- [Work instruction]: Return the data below in full, exactly as it stands.
### Records shown
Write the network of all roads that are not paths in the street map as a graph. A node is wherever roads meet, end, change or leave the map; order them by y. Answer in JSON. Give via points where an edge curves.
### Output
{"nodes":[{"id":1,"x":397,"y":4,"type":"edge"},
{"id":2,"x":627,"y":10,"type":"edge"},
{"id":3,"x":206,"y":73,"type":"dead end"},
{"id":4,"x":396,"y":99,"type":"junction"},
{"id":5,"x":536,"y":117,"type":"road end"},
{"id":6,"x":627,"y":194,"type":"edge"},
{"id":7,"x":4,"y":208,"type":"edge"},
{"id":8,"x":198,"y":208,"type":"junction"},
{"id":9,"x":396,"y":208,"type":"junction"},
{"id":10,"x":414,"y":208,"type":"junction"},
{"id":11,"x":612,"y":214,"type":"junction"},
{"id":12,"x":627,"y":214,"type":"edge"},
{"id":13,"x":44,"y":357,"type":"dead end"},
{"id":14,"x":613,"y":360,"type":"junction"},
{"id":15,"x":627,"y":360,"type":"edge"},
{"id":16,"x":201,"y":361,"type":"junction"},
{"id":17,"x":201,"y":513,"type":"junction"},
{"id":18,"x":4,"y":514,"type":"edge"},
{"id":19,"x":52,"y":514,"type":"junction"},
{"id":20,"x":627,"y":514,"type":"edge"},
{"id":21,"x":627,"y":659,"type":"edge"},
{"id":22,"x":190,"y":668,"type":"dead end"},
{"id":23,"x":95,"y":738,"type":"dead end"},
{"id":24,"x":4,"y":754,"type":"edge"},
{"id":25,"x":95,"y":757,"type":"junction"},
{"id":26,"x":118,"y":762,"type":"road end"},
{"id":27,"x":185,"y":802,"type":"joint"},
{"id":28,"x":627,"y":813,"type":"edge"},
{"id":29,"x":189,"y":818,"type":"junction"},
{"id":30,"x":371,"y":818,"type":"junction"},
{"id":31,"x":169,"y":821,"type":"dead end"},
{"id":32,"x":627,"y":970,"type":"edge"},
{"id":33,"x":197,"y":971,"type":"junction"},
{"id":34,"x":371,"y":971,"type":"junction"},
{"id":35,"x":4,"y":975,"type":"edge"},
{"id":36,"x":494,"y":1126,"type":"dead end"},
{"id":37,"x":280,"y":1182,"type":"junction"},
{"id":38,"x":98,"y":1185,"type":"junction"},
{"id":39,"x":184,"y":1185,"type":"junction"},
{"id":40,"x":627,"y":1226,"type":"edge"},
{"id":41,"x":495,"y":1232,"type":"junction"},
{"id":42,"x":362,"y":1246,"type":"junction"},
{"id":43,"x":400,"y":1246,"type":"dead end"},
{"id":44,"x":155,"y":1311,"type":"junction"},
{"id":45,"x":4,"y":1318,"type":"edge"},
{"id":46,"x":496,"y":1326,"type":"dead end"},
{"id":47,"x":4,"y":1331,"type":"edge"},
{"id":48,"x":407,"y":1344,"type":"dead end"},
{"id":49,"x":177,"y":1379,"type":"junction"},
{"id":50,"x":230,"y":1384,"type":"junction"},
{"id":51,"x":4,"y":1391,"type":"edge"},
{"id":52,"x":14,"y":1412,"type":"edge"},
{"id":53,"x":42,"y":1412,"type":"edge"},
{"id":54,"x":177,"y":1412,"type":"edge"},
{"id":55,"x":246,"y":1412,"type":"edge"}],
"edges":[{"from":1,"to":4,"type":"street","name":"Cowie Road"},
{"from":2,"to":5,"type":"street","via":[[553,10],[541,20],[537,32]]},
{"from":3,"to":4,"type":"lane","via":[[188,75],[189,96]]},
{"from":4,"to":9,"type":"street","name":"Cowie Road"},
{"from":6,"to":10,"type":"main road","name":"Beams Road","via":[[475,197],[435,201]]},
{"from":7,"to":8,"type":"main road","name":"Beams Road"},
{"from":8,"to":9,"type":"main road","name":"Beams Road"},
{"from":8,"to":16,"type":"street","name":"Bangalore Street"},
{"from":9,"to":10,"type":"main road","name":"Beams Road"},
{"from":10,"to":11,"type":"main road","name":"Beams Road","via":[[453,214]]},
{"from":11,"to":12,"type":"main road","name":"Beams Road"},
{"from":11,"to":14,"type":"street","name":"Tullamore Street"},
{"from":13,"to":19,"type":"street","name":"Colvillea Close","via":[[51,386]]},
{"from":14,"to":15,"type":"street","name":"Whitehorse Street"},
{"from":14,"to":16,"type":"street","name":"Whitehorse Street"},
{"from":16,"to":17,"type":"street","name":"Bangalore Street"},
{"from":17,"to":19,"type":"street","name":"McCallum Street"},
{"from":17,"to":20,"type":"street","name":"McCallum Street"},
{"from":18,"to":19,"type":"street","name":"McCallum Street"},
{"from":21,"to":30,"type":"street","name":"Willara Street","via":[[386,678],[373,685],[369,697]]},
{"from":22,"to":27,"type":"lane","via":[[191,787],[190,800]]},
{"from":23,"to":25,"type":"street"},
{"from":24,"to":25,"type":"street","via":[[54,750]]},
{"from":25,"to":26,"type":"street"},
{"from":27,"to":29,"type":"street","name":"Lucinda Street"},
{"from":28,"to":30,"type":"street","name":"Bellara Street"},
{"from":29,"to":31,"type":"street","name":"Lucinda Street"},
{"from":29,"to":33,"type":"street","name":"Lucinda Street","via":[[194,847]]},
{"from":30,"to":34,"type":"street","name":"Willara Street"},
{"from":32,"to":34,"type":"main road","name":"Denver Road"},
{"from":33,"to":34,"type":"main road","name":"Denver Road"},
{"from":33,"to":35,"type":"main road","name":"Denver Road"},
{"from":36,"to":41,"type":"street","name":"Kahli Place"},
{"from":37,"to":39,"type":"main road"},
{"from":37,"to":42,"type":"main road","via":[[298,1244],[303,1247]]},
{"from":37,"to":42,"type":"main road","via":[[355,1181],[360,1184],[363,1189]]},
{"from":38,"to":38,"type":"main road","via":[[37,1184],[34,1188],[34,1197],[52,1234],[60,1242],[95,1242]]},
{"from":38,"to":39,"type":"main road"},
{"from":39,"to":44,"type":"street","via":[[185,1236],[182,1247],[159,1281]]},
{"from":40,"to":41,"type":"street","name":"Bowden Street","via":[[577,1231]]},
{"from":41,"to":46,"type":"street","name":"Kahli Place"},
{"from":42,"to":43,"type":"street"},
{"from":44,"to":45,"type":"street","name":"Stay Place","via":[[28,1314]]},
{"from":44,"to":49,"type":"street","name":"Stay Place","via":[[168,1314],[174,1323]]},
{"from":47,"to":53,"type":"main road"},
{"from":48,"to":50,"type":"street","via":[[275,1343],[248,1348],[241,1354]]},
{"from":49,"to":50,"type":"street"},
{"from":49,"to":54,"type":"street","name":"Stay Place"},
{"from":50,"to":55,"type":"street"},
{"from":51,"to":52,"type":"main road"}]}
######
- [Your response]:
Write the network of all roads that are not paths in the street map as a graph. A node is wherever roads meet, end, change or leave the map; order them by y. Answer in JSON. Give via points where an edge curves.
### Output
{"nodes":[{"id":1,"x":397,"y":4,"type":"edge"},
{"id":2,"x":627,"y":10,"type":"edge"},
{"id":3,"x":206,"y":73,"type":"dead end"},
{"id":4,"x":396,"y":99,"type":"junction"},
{"id":5,"x":536,"y":117,"type":"road end"},
{"id":6,"x":627,"y":194,"type":"edge"},
{"id":7,"x":4,"y":208,"type":"edge"},
{"id":8,"x":198,"y":208,"type":"junction"},
{"id":9,"x":396,"y":208,"type":"junction"},
{"id":10,"x":414,"y":208,"type":"junction"},
{"id":11,"x":612,"y":214,"type":"junction"},
{"id":12,"x":627,"y":214,"type":"edge"},
{"id":13,"x":44,"y":357,"type":"dead end"},
{"id":14,"x":613,"y":360,"type":"junction"},
{"id":15,"x":627,"y":360,"type":"edge"},
{"id":16,"x":201,"y":361,"type":"junction"},
{"id":17,"x":201,"y":513,"type":"junction"},
{"id":18,"x":4,"y":514,"type":"edge"},
{"id":19,"x":52,"y":514,"type":"junction"},
{"id":20,"x":627,"y":514,"type":"edge"},
{"id":21,"x":627,"y":659,"type":"edge"},
{"id":22,"x":190,"y":668,"type":"dead end"},
{"id":23,"x":95,"y":738,"type":"dead end"},
{"id":24,"x":4,"y":754,"type":"edge"},
{"id":25,"x":95,"y":757,"type":"junction"},
{"id":26,"x":118,"y":762,"type":"road end"},
{"id":27,"x":185,"y":802,"type":"joint"},
{"id":28,"x":627,"y":813,"type":"edge"},
{"id":29,"x":189,"y":818,"type":"junction"},
{"id":30,"x":371,"y":818,"type":"junction"},
{"id":31,"x":169,"y":821,"type":"dead end"},
{"id":32,"x":627,"y":970,"type":"edge"},
{"id":33,"x":197,"y":971,"type":"junction"},
{"id":34,"x":371,"y":971,"type":"junction"},
{"id":35,"x":4,"y":975,"type":"edge"},
{"id":36,"x":494,"y":1126,"type":"dead end"},
{"id":37,"x":280,"y":1182,"type":"junction"},
{"id":38,"x":98,"y":1185,"type":"junction"},
{"id":39,"x":184,"y":1185,"type":"junction"},
{"id":40,"x":627,"y":1226,"type":"edge"},
{"id":41,"x":495,"y":1232,"type":"junction"},
{"id":42,"x":362,"y":1246,"type":"junction"},
{"id":43,"x":400,"y":1246,"type":"dead end"},
{"id":44,"x":155,"y":1311,"type":"junction"},
{"id":45,"x":4,"y":1318,"type":"edge"},
{"id":46,"x":496,"y":1326,"type":"dead end"},
{"id":47,"x":4,"y":1331,"type":"edge"},
{"id":48,"x":407,"y":1344,"type":"dead end"},
{"id":49,"x":177,"y":1379,"type":"junction"},
{"id":50,"x":230,"y":1384,"type":"junction"},
{"id":51,"x":4,"y":1391,"type":"edge"},
{"id":52,"x":14,"y":1412,"type":"edge"},
{"id":53,"x":42,"y":1412,"type":"edge"},
{"id":54,"x":177,"y":1412,"type":"edge"},
{"id":55,"x":246,"y":1412,"type":"edge"}],
"edges":[{"from":1,"to":4,"type":"street","name":"Cowie Road"},
{"from":2,"to":5,"type":"street","via":[[553,10],[541,20],[537,32]]},
{"from":3,"to":4,"type":"lane","via":[[188,75],[189,96]]},
{"from":4,"to":9,"type":"street","name":"Cowie Road"},
{"from":6,"to":10,"type":"main road","name":"Beams Road","via":[[475,197],[435,201]]},
{"from":7,"to":8,"type":"main road","name":"Beams Road"},
{"from":8,"to":9,"type":"main road","name":"Beams Road"},
{"from":8,"to":16,"type":"street","name":"Bangalore Street"},
{"from":9,"to":10,"type":"main road","name":"Beams Road"},
{"from":10,"to":11,"type":"main road","name":"Beams Road","via":[[453,214]]},
{"from":11,"to":12,"type":"main road","name":"Beams Road"},
{"from":11,"to":14,"type":"street","name":"Tullamore Street"},
{"from":13,"to":19,"type":"street","name":"Colvillea Close","via":[[51,386]]},
{"from":14,"to":15,"type":"street","name":"Whitehorse Street"},
{"from":14,"to":16,"type":"street","name":"Whitehorse Street"},
{"from":16,"to":17,"type":"street","name":"Bangalore Street"},
{"from":17,"to":19,"type":"street","name":"McCallum Street"},
{"from":17,"to":20,"type":"street","name":"McCallum Street"},
{"from":18,"to":19,"type":"street","name":"McCallum Street"},
{"from":21,"to":30,"type":"street","name":"Willara Street","via":[[386,678],[373,685],[369,697]]},
{"from":22,"to":27,"type":"lane","via":[[191,787],[190,800]]},
{"from":23,"to":25,"type":"street"},
{"from":24,"to":25,"type":"street","via":[[54,750]]},
{"from":25,"to":26,"type":"street"},
{"from":27,"to":29,"type":"street","name":"Lucinda Street"},
{"from":28,"to":30,"type":"street","name":"Bellara Street"},
{"from":29,"to":31,"type":"street","name":"Lucinda Street"},
{"from":29,"to":33,"type":"street","name":"Lucinda Street","via":[[194,847]]},
{"from":30,"to":34,"type":"street","name":"Willara Street"},
{"from":32,"to":34,"type":"main road","name":"Denver Road"},
{"from":33,"to":34,"type":"main road","name":"Denver Road"},
{"from":33,"to":35,"type":"main road","name":"Denver Road"},
{"from":36,"to":41,"type":"street","name":"Kahli Place"},
{"from":37,"to":39,"type":"main road"},
{"from":37,"to":42,"type":"main road","via":[[298,1244],[303,1247]]},
{"from":37,"to":42,"type":"main road","via":[[355,1181],[360,1184],[363,1189]]},
{"from":38,"to":38,"type":"main road","via":[[37,1184],[34,1188],[34,1197],[52,1234],[60,1242],[95,1242]]},
{"from":38,"to":39,"type":"main road"},
{"from":39,"to":44,"type":"street","via":[[185,1236],[182,1247],[159,1281]]},
{"from":40,"to":41,"type":"street","name":"Bowden Street","via":[[577,1231]]},
{"from":41,"to":46,"type":"street","name":"Kahli Place"},
{"from":42,"to":43,"type":"street"},
{"from":44,"to":45,"type":"street","name":"Stay Place","via":[[28,1314]]},
{"from":44,"to":49,"type":"street","name":"Stay Place","via":[[168,1314],[174,1323]]},
{"from":47,"to":53,"type":"main road"},
{"from":48,"to":50,"type":"street","via":[[275,1343],[248,1348],[241,1354]]},
{"from":49,"to":50,"type":"street"},
{"from":49,"to":54,"type":"street","name":"Stay Place"},
{"from":50,"to":55,"type":"street"},
{"from":51,"to":52,"type":"main road"}]}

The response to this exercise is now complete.